_WORK TASK_. Repeat the data as given. Images do not go in the copy.

_Stored items_.
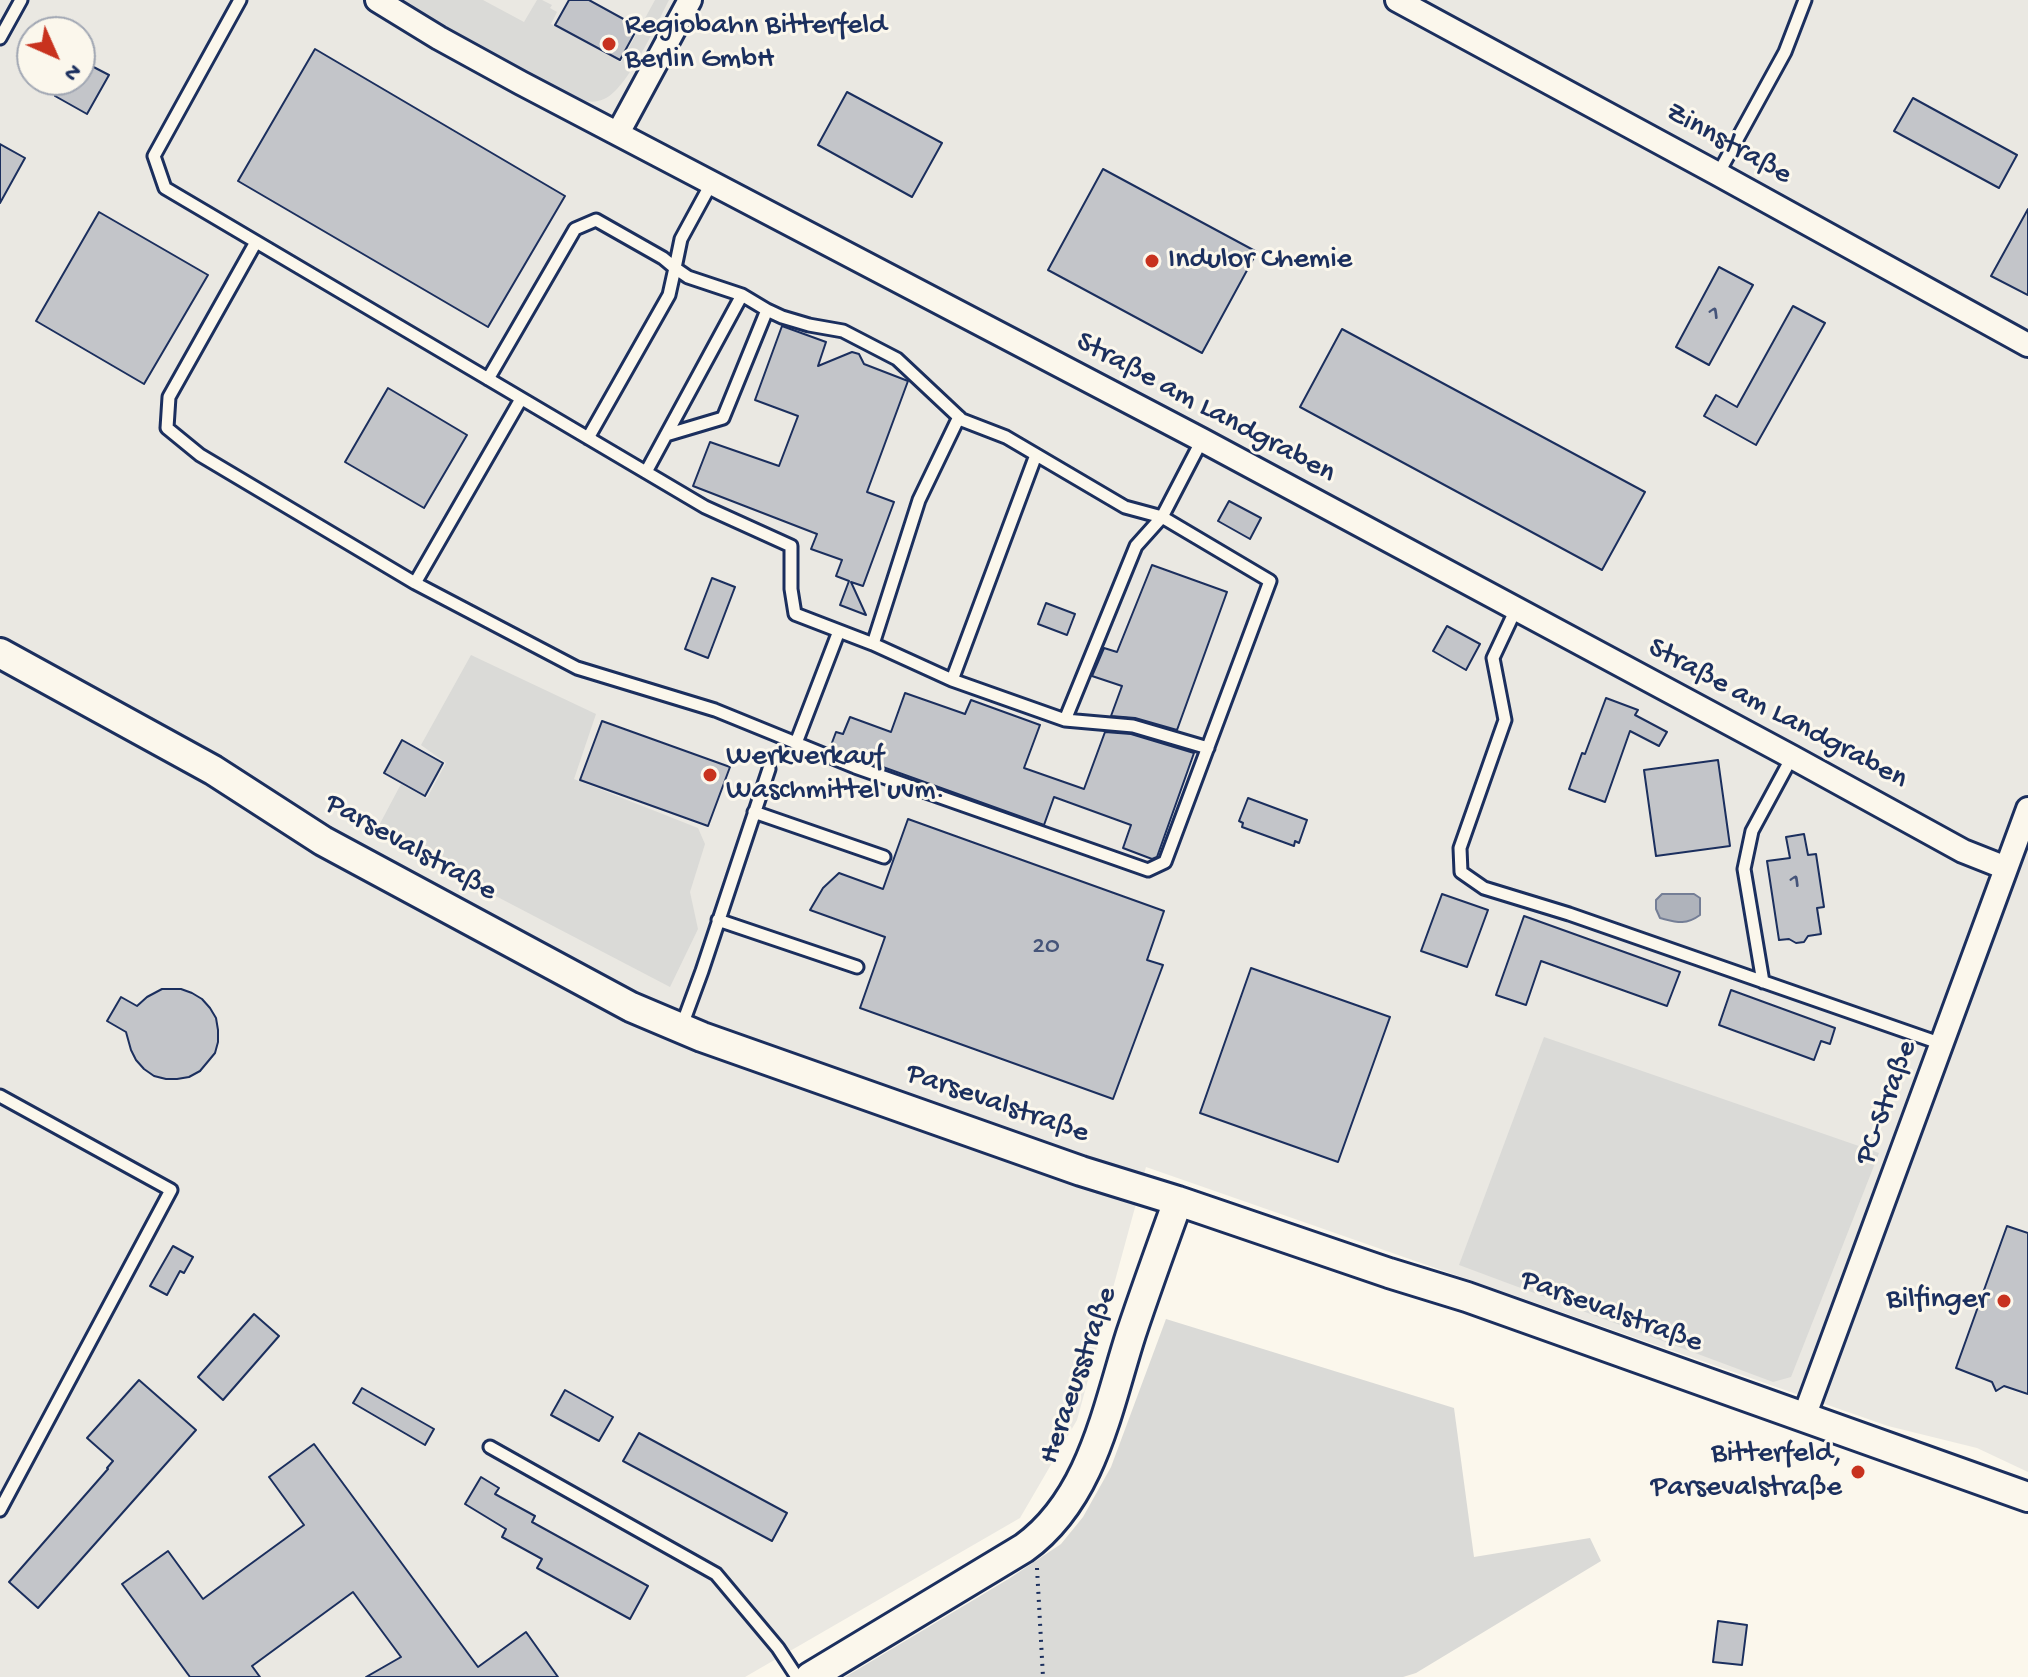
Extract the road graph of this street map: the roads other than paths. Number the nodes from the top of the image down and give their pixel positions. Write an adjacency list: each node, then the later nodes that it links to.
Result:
1 (21, 0): 7 (lane)
2 (240, 0): 11 (lane)
3 (690, 0): 8 (street)
4 (1397, 0): 9 (street, Zinnstraße)
5 (1805, 0): 9 (lane)
6 (380, 1): 8 (street, Straße am Landgraben)
7 (0, 38)
8 (618, 133): 10 (street, Straße am Landgraben)
9 (1718, 174): 15 (street, Zinnstraße)
10 (712, 182): 12 (lane); 21 (street, Straße am Landgraben)
11 (256, 242): 16 (lane); 25 (lane)
12 (675, 268): 13 (lane); 16 (lane); 20 (lane)
13 (742, 295): 14 (lane); 19 (lane)
14 (767, 310): 18 (lane); 19 (lane)
15 (2028, 345)
16 (488, 379): 17 (lane)
17 (521, 399): 20 (lane); 25 (lane)
18 (959, 417): 22 (lane); 28 (lane)
19 (666, 435): 23 (lane)
20 (588, 438): 23 (lane)
21 (1202, 440): 24 (lane); 26 (street, Straße am Landgraben)
22 (1036, 455): 24 (lane); 30 (lane)
23 (646, 472): 27 (lane)
24 (1162, 517): 31 (lane); 33 (lane)
25 (415, 583): 32 (lane)
26 (1516, 609): 34 (street, Straße am Landgraben); 42 (lane)
27 (839, 631): 28 (lane); 32 (lane)
28 (873, 644): 30 (lane)
29 (0, 653): 43 (street, Parsevalstraße)
30 (952, 680): 31 (lane)
31 (1065, 720): 33 (lane)
32 (796, 743): 33 (lane)
33 (1208, 748)
34 (1792, 757): 39 (street, Straße am Landgraben); 42 (lane)
35 (769, 769): 37 (lane)
36 (2028, 809): 39 (street, PC-Straße)
37 (754, 812): 38 (lane); 40 (lane)
38 (884, 857)
39 (2006, 868): 44 (street, PC-Straße)
40 (718, 920): 41 (lane); 43 (lane)
41 (857, 967)
42 (1763, 982): 44 (lane)
43 (680, 1029): 46 (street, Parsevalstraße)
44 (1942, 1044): 47 (street, PC-Straße)
45 (0, 1096): 50 (lane)
46 (1178, 1201): 47 (street, Parsevalstraße); 52 (street, Heraeusstraße)
47 (1804, 1417): 49 (street, Parsevalstraße)
48 (490, 1447): 51 (lane)
49 (2028, 1497)
50 (0, 1510)
51 (797, 1677)
52 (810, 1677)

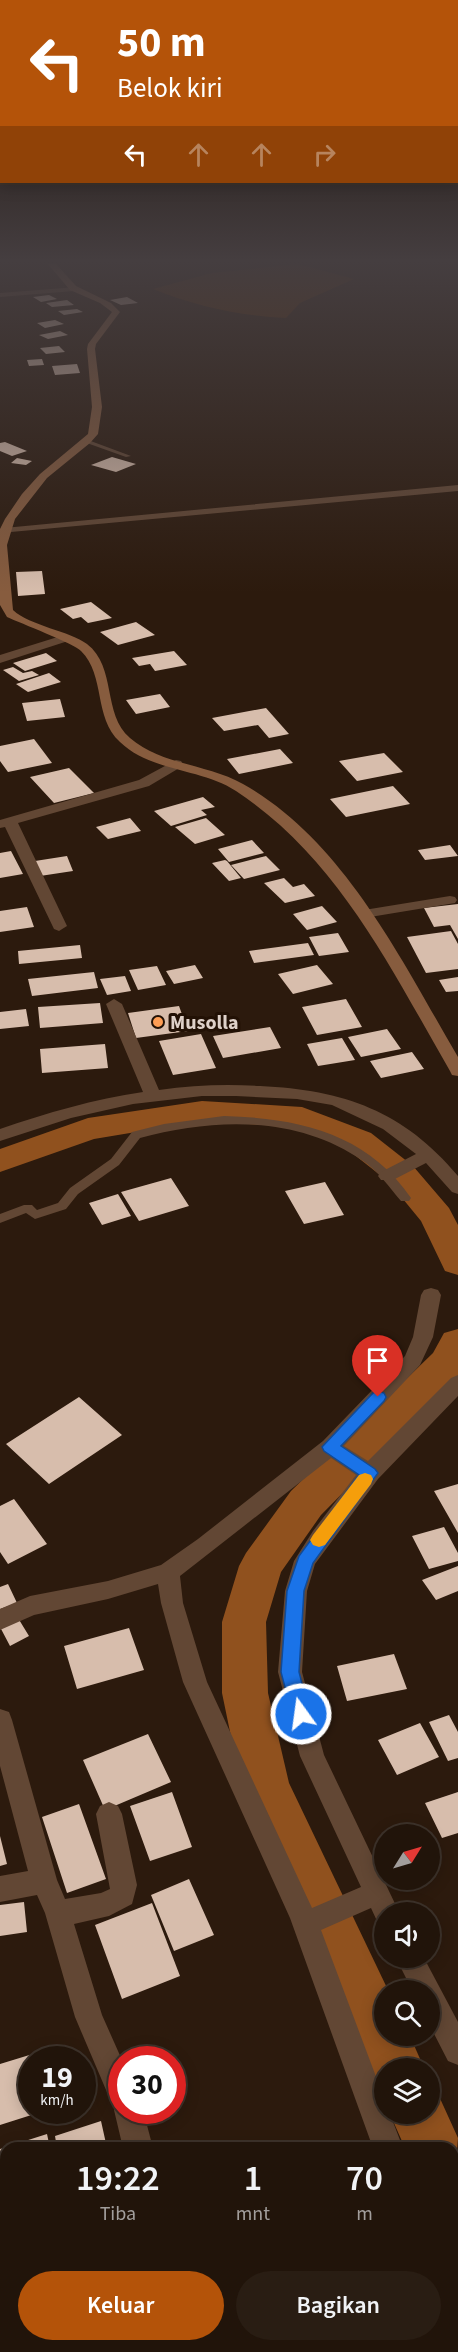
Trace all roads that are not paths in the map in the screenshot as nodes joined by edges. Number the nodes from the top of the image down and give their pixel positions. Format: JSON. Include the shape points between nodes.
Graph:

_RESPONSE BOX_.
Extract the road graph of this street map: the roads other than paths. Number the nodes from the top of the image down and give their pixel positions. Write an adjacency list: each node, then the later nodes that it links to.
Result:
1 (21, 0): 7 (lane)
2 (240, 0): 11 (lane)
3 (690, 0): 8 (street)
4 (1397, 0): 9 (street, Zinnstraße)
5 (1805, 0): 9 (lane)
6 (380, 1): 8 (street, Straße am Landgraben)
7 (0, 38)
8 (618, 133): 10 (street, Straße am Landgraben)
9 (1718, 174): 15 (street, Zinnstraße)
10 (712, 182): 12 (lane); 21 (street, Straße am Landgraben)
11 (256, 242): 16 (lane); 25 (lane)
12 (675, 268): 13 (lane); 16 (lane); 20 (lane)
13 (742, 295): 14 (lane); 19 (lane)
14 (767, 310): 18 (lane); 19 (lane)
15 (2028, 345)
16 (488, 379): 17 (lane)
17 (521, 399): 20 (lane); 25 (lane)
18 (959, 417): 22 (lane); 28 (lane)
19 (666, 435): 23 (lane)
20 (588, 438): 23 (lane)
21 (1202, 440): 24 (lane); 26 (street, Straße am Landgraben)
22 (1036, 455): 24 (lane); 30 (lane)
23 (646, 472): 27 (lane)
24 (1162, 517): 31 (lane); 33 (lane)
25 (415, 583): 32 (lane)
26 (1516, 609): 34 (street, Straße am Landgraben); 42 (lane)
27 (839, 631): 28 (lane); 32 (lane)
28 (873, 644): 30 (lane)
29 (0, 653): 43 (street, Parsevalstraße)
30 (952, 680): 31 (lane)
31 (1065, 720): 33 (lane)
32 (796, 743): 33 (lane)
33 (1208, 748)
34 (1792, 757): 39 (street, Straße am Landgraben); 42 (lane)
35 (769, 769): 37 (lane)
36 (2028, 809): 39 (street, PC-Straße)
37 (754, 812): 38 (lane); 40 (lane)
38 (884, 857)
39 (2006, 868): 44 (street, PC-Straße)
40 (718, 920): 41 (lane); 43 (lane)
41 (857, 967)
42 (1763, 982): 44 (lane)
43 (680, 1029): 46 (street, Parsevalstraße)
44 (1942, 1044): 47 (street, PC-Straße)
45 (0, 1096): 50 (lane)
46 (1178, 1201): 47 (street, Parsevalstraße); 52 (street, Heraeusstraße)
47 (1804, 1417): 49 (street, Parsevalstraße)
48 (490, 1447): 51 (lane)
49 (2028, 1497)
50 (0, 1510)
51 (797, 1677)
52 (810, 1677)

Trace all roads that are not paths in the map in the screenshot as nodes joined by edges. Number the nodes from the top of the image down and give their pixel positions. Format: JSON. Include the shape points between nodes.
Graph:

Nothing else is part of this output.